| EXERCISE OBJECTIVE |
Going through the entries below, copy out each line that contains "Alcàsser".

| ENTRIES PROVIDED |
════════════════════

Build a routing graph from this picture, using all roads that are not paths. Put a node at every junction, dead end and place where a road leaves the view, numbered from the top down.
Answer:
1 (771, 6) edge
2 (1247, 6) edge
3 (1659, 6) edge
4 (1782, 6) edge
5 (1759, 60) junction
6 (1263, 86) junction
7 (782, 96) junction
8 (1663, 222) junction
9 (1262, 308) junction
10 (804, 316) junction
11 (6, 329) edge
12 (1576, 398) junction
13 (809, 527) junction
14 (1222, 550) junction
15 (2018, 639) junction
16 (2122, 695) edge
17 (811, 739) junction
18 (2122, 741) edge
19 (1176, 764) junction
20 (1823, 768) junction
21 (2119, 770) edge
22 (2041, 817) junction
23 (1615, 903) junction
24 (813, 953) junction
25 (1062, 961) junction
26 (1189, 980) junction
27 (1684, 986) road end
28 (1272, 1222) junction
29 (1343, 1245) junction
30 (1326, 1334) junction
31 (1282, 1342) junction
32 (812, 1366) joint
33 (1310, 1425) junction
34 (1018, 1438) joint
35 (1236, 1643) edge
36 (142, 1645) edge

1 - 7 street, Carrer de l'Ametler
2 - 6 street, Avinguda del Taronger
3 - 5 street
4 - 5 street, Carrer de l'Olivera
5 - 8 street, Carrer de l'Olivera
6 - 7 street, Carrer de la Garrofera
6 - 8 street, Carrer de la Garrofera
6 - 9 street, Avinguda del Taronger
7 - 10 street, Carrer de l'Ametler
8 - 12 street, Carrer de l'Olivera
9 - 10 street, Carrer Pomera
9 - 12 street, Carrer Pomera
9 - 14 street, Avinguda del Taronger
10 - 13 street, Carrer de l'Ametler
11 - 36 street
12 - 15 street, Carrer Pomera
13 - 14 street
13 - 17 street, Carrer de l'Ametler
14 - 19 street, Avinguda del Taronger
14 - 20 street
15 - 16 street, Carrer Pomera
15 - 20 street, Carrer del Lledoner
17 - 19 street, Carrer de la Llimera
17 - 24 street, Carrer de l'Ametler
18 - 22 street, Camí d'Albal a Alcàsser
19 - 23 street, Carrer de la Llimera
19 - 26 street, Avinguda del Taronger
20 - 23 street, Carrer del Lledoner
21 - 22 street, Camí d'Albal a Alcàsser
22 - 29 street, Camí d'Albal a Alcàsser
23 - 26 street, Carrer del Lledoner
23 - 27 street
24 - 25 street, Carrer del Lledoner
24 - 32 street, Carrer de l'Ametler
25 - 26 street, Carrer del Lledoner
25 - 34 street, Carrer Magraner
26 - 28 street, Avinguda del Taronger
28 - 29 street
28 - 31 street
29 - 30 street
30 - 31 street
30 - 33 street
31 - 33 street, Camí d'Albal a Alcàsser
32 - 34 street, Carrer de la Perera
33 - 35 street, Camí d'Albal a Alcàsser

════════════════════

| ANSWER SECTION |
18 - 22 street, Camí d'Albal a Alcàsser
21 - 22 street, Camí d'Albal a Alcàsser
22 - 29 street, Camí d'Albal a Alcàsser
31 - 33 street, Camí d'Albal a Alcàsser
33 - 35 street, Camí d'Albal a Alcàsser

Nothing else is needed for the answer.